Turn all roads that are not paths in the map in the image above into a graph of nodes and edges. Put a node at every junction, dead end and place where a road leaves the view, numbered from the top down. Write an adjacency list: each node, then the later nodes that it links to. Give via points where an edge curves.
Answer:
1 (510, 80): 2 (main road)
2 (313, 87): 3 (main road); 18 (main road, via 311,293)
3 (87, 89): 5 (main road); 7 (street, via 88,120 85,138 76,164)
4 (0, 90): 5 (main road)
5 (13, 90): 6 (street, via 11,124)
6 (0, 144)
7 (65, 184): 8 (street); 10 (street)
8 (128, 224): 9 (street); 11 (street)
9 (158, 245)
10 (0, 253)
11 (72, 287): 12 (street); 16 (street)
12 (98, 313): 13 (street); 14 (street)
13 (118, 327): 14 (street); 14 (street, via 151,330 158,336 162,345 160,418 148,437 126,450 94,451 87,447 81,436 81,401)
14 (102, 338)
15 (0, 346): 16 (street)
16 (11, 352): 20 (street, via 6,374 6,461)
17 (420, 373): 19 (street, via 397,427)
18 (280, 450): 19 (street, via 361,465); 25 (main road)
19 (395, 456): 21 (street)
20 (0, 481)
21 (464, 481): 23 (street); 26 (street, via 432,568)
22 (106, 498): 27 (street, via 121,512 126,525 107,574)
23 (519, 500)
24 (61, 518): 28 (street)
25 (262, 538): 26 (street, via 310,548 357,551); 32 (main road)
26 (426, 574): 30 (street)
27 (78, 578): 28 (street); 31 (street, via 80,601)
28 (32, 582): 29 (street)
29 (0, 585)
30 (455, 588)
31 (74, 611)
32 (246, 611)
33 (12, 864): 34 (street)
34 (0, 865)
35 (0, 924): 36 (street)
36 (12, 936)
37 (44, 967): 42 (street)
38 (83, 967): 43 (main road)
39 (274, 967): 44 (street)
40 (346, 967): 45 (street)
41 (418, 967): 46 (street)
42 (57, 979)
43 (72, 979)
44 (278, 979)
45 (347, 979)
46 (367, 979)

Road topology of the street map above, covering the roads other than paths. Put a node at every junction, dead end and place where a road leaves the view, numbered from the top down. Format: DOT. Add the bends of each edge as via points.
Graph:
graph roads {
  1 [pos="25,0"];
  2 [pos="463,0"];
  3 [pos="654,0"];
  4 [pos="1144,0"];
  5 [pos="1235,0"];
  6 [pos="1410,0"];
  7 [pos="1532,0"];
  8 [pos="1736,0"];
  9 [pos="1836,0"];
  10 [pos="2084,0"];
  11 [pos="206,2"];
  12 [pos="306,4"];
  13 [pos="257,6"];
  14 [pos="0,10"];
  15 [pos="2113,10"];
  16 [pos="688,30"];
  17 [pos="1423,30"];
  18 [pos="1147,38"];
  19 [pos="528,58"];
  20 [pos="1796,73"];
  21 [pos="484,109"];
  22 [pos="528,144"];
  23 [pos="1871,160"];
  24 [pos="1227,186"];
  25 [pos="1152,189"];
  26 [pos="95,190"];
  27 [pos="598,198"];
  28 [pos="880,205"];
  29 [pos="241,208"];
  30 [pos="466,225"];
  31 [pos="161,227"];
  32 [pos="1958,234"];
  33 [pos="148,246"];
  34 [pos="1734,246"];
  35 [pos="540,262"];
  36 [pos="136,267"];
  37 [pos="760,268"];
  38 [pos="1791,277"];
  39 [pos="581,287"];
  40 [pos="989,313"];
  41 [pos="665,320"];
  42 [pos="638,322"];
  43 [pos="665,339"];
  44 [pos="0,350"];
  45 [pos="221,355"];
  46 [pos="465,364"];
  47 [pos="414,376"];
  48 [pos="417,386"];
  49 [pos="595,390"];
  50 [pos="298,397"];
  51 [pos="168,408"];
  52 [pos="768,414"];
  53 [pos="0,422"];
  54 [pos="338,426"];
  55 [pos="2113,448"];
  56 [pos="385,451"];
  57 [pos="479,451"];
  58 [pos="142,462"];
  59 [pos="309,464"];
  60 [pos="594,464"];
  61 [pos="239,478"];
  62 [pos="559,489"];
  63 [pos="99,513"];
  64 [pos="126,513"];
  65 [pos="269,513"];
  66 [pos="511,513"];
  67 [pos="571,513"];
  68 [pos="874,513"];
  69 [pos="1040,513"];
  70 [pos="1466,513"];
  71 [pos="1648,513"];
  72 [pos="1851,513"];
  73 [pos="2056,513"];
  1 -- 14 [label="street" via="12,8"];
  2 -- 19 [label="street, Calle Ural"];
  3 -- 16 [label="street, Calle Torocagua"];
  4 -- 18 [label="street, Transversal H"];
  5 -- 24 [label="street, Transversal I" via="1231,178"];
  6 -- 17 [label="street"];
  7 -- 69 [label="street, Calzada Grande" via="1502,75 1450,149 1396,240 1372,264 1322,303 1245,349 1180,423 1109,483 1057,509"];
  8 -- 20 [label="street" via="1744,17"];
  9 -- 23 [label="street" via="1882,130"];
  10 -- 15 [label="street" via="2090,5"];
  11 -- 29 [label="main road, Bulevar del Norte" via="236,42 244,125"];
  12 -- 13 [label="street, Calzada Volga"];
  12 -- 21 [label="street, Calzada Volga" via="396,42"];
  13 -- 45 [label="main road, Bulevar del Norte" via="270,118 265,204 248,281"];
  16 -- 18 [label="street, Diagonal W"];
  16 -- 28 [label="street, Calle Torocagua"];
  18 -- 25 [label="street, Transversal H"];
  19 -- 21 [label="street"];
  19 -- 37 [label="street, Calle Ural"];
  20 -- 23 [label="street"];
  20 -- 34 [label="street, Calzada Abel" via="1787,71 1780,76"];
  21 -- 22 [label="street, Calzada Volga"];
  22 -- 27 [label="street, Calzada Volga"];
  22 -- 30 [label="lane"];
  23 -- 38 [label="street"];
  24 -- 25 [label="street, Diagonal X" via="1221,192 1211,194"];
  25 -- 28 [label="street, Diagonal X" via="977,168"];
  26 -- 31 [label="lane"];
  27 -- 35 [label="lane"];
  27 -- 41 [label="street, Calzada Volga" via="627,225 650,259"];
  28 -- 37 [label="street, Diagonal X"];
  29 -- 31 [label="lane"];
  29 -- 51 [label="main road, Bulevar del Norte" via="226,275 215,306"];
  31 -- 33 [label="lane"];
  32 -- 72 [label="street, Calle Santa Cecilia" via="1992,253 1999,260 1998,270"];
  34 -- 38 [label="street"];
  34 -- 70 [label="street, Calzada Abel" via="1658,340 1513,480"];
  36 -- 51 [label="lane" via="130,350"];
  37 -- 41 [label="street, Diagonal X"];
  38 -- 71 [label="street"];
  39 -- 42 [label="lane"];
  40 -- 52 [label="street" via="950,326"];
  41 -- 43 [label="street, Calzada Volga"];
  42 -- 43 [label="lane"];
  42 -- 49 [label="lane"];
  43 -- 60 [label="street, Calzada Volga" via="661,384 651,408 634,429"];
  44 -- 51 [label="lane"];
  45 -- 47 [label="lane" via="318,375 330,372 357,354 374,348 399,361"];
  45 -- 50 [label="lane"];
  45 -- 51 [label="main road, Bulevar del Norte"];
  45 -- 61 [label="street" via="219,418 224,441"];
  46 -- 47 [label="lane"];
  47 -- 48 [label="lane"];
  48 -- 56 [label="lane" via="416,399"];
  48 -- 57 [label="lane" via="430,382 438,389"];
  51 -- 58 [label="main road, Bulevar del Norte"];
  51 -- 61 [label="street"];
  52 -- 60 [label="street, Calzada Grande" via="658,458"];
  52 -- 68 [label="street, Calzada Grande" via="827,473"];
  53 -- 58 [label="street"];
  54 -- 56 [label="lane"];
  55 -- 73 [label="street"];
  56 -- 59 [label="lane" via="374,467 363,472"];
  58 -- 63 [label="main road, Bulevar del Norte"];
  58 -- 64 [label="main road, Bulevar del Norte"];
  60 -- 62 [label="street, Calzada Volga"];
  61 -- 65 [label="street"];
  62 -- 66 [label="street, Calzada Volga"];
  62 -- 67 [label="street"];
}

##########

In the entries above, find every line holding the word "where" and copy it out.

**Response**
Turn all roads that are not paths in the map in the image above into a graph of nodes and edges. Put a node at every junction, dead end and place where a road leaves the view, numbered from the top down. Write an adjacency list: each node, then the later nodes that it links to. Give via points where an edge curves.
Road topology of the street map above, covering the roads other than paths. Put a node at every junction, dead end and place where a road leaves the view, numbered from the top down. Format: DOT. Add the bends of each edge as via points.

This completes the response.